Effects of Troglitazone (CS-045) on insulin secretion in isolated rat pancreatic islets and HIT cells: an insulinotropic mechanism distinct from glibenclamide - PubMed (original) (raw)
Effects of Troglitazone (CS-045) on insulin secretion in isolated rat pancreatic islets and HIT cells: an insulinotropic mechanism distinct from glibenclamide
K Masuda et al. Diabetologia. 1995 Jan.
Abstract
In order to elucidate the direct effects of (+/-)-5-[4-(6-hydroxy-2,5,7,8-tetramethylchroman-2-yl-methoxy) benzyl]-2,4-thiazolidinedione (Troglitazone), a newly-developed oral hypoglycaemic agent, on pancreatic beta-cell function, in vitro investigation of isolated rat pancreatic islets and a hamster beta-cell line (HIT cell) were performed.
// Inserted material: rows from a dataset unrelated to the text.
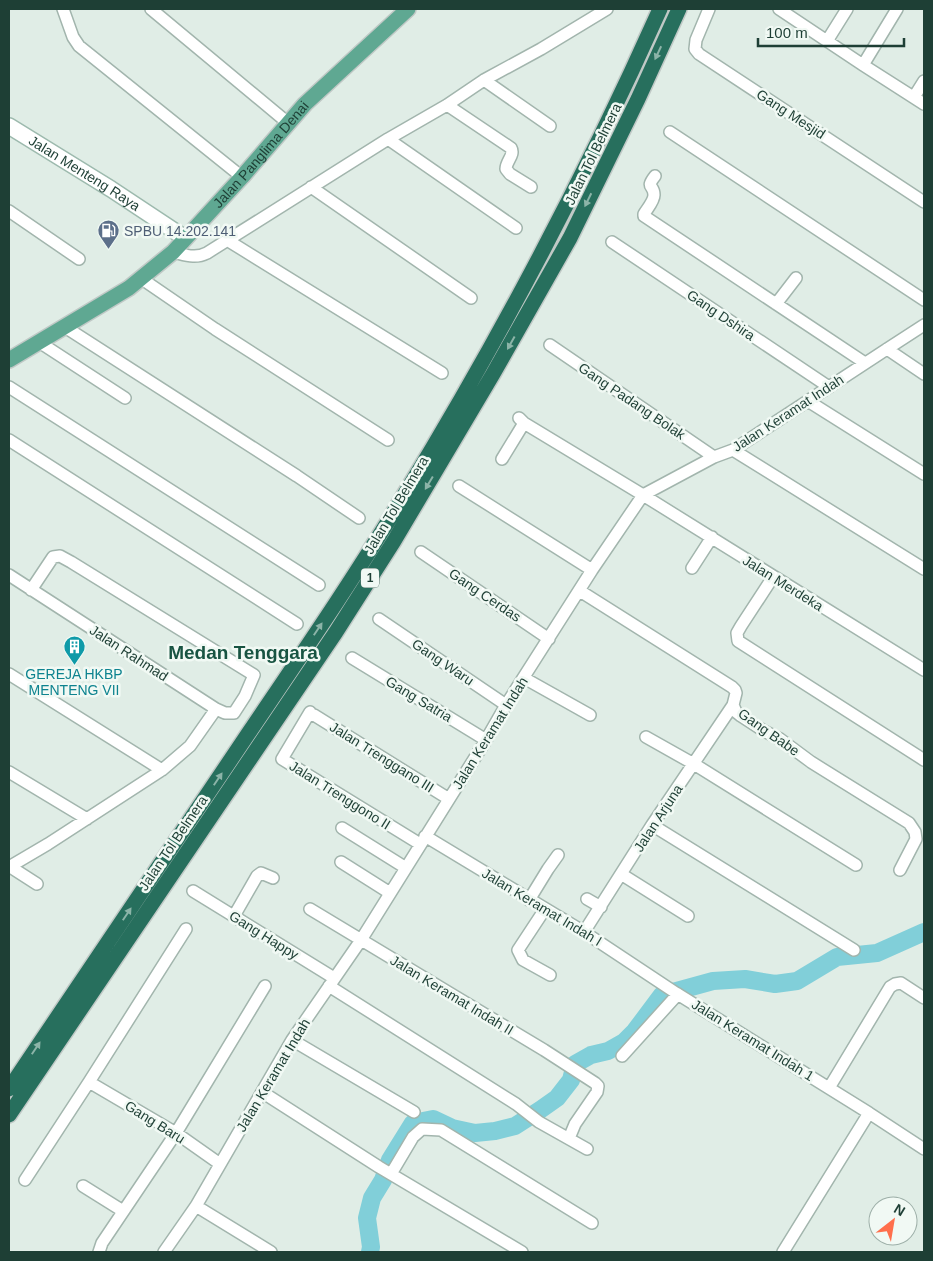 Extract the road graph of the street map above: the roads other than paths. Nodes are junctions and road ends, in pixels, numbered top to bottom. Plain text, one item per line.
1 (62, 9) edge
2 (151, 9) edge
3 (408, 9) edge
4 (607, 9) edge
5 (660, 9) edge
6 (679, 9) edge
7 (709, 9) edge
8 (779, 9) edge
9 (848, 9) edge
10 (897, 9) edge
11 (826, 40) junction
12 (863, 65) junction
13 (484, 80) junction
14 (924, 81) edge
15 (914, 97) junction
16 (924, 104) edge
17 (447, 105) junction
18 (288, 123) junction
19 (9, 126) edge
20 (550, 126) dead end
21 (670, 132) dead end
22 (388, 139) junction
23 (655, 176) dead end
24 (242, 177) junction
25 (311, 187) junction
26 (531, 187) dead end
27 (924, 202) edge
28 (9, 211) edge
29 (516, 228) dead end
30 (185, 238) junction
31 (227, 240) junction
32 (612, 242) dead end
33 (173, 252) junction
34 (80, 259) dead end
35 (796, 278) dead end
36 (142, 279) junction
37 (471, 298) dead end
38 (924, 300) edge
39 (776, 304) junction
40 (924, 325) edge
41 (65, 327) junction
42 (38, 342) junction
43 (550, 345) dead end
44 (886, 349) junction
45 (10, 356) edge
46 (865, 363) junction
47 (442, 373) dead end
48 (924, 374) edge
49 (9, 387) edge
50 (829, 387) junction
51 (125, 398) dead end
52 (808, 401) junction
53 (9, 440) edge
54 (388, 440) dead end
55 (733, 450) junction
56 (714, 457) junction
57 (502, 458) dead end
58 (924, 474) edge
59 (460, 486) dead end
60 (643, 495) junction
61 (359, 518) dead end
62 (712, 538) junction
63 (420, 552) dead end
64 (692, 568) dead end
65 (924, 569) edge
66 (592, 570) junction
67 (9, 576) edge
68 (773, 577) junction
69 (319, 585) dead end
70 (31, 590) junction
71 (580, 591) junction
72 (379, 619) dead end
73 (297, 624) dead end
74 (549, 639) junction
75 (352, 658) dead end
76 (924, 670) edge
77 (9, 674) edge
78 (524, 678) junction
79 (506, 705) junction
80 (733, 705) junction
81 (216, 710) junction
82 (312, 714) joint
83 (590, 715) dead end
84 (646, 737) dead end
85 (486, 740) junction
86 (924, 760) edge
87 (694, 764) junction
88 (162, 770) junction
89 (9, 772) edge
90 (449, 800) junction
91 (87, 819) junction
92 (652, 825) junction
93 (342, 828) dead end
94 (423, 840) junction
95 (558, 855) dead end
96 (341, 862) dead end
97 (856, 865) dead end
98 (9, 866) edge
99 (406, 868) junction
100 (900, 870) dead end
101 (621, 874) junction
102 (273, 878) dead end
103 (37, 884) dead end
104 (193, 891) dead end
105 (390, 893) junction
106 (588, 899) dead end
107 (529, 900) junction
108 (601, 907) junction
109 (310, 909) dead end
110 (545, 909) junction
111 (234, 916) junction
112 (688, 916) dead end
113 (186, 930) dead end
114 (584, 932) junction
115 (361, 940) junction
116 (854, 950) dead end
117 (550, 975) dead end
118 (332, 982) junction
119 (265, 986) dead end
120 (677, 993) junction
121 (924, 998) edge
122 (292, 1040) junction
123 (622, 1056) dead end
124 (90, 1082) junction
125 (829, 1088) junction
126 (9, 1089) edge
127 (262, 1092) junction
128 (414, 1112) dead end
129 (869, 1113) junction
130 (9, 1116) edge
131 (176, 1133) junction
132 (571, 1140) junction
133 (588, 1148) dead end
134 (924, 1149) edge
135 (220, 1164) junction
136 (389, 1173) junction
137 (25, 1180) dead end
138 (83, 1186) dead end
139 (196, 1206) junction
140 (123, 1211) junction
141 (592, 1223) dead end
142 (99, 1252) edge
143 (164, 1252) edge
144 (271, 1252) edge
145 (522, 1252) edge
146 (783, 1252) edge

1 - 24 street
2 - 18 street
3 - 18 main road, Jalan Panglima Denai
4 - 13 street
126 -> 5 highway, Jalan Tol Belmera / 1
6 -> 130 highway, Jalan Tol Belmera / 1
7 - 27 street, Gang Mesjid
8 - 11 street
9 - 11 street
10 - 12 street
11 - 12 street
12 - 15 street
13 - 17 street
13 - 20 street
14 - 15 street
15 - 16 street
17 - 22 street
17 - 26 street
18 - 24 main road, Jalan Panglima Denai
19 - 30 street, Jalan Menteng Raya
21 - 38 street
22 - 25 street
22 - 29 street
23 - 39 street
24 - 30 main road, Jalan Panglima Denai
25 - 31 street
25 - 37 street
28 - 34 street
30 - 33 main road, Jalan Panglima Denai
31 - 33 street
31 - 47 street
32 - 50 street, Gang Dshira
33 - 36 main road, Jalan Panglima Denai
35 - 39 street
36 - 41 main road, Jalan Panglima Denai
36 - 54 street
39 - 46 street
40 - 44 street, Jalan Keramat Indah
41 - 42 main road, Jalan Panglima Denai
41 - 61 street
42 - 45 main road, Jalan Panglima Denai
42 - 51 street
43 - 56 street, Gang Padang Bolak
44 - 46 street, Jalan Keramat Indah
44 - 48 street
46 - 50 street, Jalan Keramat Indah
49 - 69 street
50 - 52 street, Jalan Keramat Indah
52 - 55 street, Jalan Keramat Indah
52 - 58 street
53 - 73 street
55 - 56 street, Jalan Keramat Indah
55 - 65 street
56 - 60 street, Jalan Keramat Indah
57 - 60 street, Jalan Merdeka
59 - 66 street
60 - 62 street, Jalan Merdeka
60 - 66 street, Jalan Keramat Indah
62 - 64 street
62 - 68 street, Jalan Merdeka
63 - 74 street, Gang Cerdas
66 - 71 street, Jalan Keramat Indah
67 - 70 street, Jalan Rahmad
68 - 76 street, Jalan Merdeka
68 - 86 street
70 - 81 street, Jalan Rahmad
70 - 81 street
71 - 74 street, Jalan Keramat Indah
71 - 80 street, Gang Babe
72 - 79 street, Gang Waru
74 - 78 street, Jalan Keramat Indah
75 - 85 street, Gang Satria
77 - 88 street
78 - 79 street, Jalan Keramat Indah
78 - 83 street
79 - 85 street, Jalan Keramat Indah
80 - 87 street, Jalan Arjuna
80 - 100 street, Gang Babe
81 - 88 street
82 - 90 street, Jalan Trenggano III
82 - 94 street, Jalan Trenggono II
84 - 87 street
85 - 90 street, Jalan Keramat Indah
87 - 92 street, Jalan Arjuna
87 - 97 street
88 - 91 street
89 - 91 street
90 - 94 street, Jalan Keramat Indah
91 - 98 street
92 - 101 street, Jalan Arjuna
92 - 116 street
93 - 99 street
94 - 99 street, Jalan Keramat Indah
94 - 107 street, Jalan Keramat Indah I
95 - 107 street
96 - 105 street
98 - 103 street
99 - 105 street, Jalan Keramat Indah
101 - 108 street, Jalan Arjuna
101 - 112 street
102 - 111 street
104 - 111 street, Gang Happy
105 - 115 street, Jalan Keramat Indah
106 - 108 street
107 - 110 street, Jalan Keramat Indah I
108 - 114 street, Jalan Arjuna
109 - 115 street, Jalan Keramat Indah II
110 - 114 street, Jalan Keramat Indah I
110 - 117 street
111 - 118 street, Gang Happy
113 - 124 street
114 - 120 street, Jalan Keramat Indah I
115 - 118 street, Jalan Keramat Indah
115 - 132 street, Jalan Keramat Indah II
118 - 122 street, Jalan Keramat Indah
118 - 132 street, Gang Happy
119 - 131 street
120 - 123 street
120 - 125 street, Jalan Keramat Indah 1
121 - 125 street
122 - 127 street, Jalan Keramat Indah
122 - 128 street
124 - 131 street, Gang Baru
124 - 137 street
125 - 129 street, Jalan Keramat Indah 1
127 - 135 street, Jalan Keramat Indah
127 - 136 street
129 - 134 street, Jalan Keramat Indah 1
129 - 146 street
131 - 135 street, Gang Baru
131 - 140 street
132 - 133 street, Gang Happy
135 - 139 street, Jalan Keramat Indah
136 - 141 street
136 - 145 street
138 - 140 street
139 - 143 street, Jalan Keramat Indah
139 - 144 street
140 - 142 street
Troglitazone stimulates both glucose, and glibenclamide-induced insulin release at a concentration of 10(-6) mol/l in these cells but, conversely, inhibits insulin secretion at 10(-4) mol/l. Glucose uptake in HIT cells is similarly enhanced by 10(-6) mol/l Troglitazone, but is reduced in the presence of 10(-4) mol/l Troglitazone. However, a quantitative immunoblot analysis with a specific antibody for GLUT 2 glucose transporter revealed no significant change in GLUT 2 protein in HIT cells with 10(-6) mol/l Troglitazone. Specific binding of [3H]-glibenclamide to beta-cell membranes is replaced by Troglitazone in a non-competitive manner, but 10(-6) mol/l Troglitazone failed to eliminate ATP-sensitive K++ channel activity. These results suggest that Troglitazone has a putative non-competitive binding site at, or in the vicinity of, the sulphonylurea receptor in rat pancreatic islets and HIT cells and that the dual effect of Troglitazone on insulin secretory capacity is mediated through the modulation of glucose transport activity, possibly due to the modification of intrinsic activity in glucose transporter in pancreatic beta cells by this novel agent.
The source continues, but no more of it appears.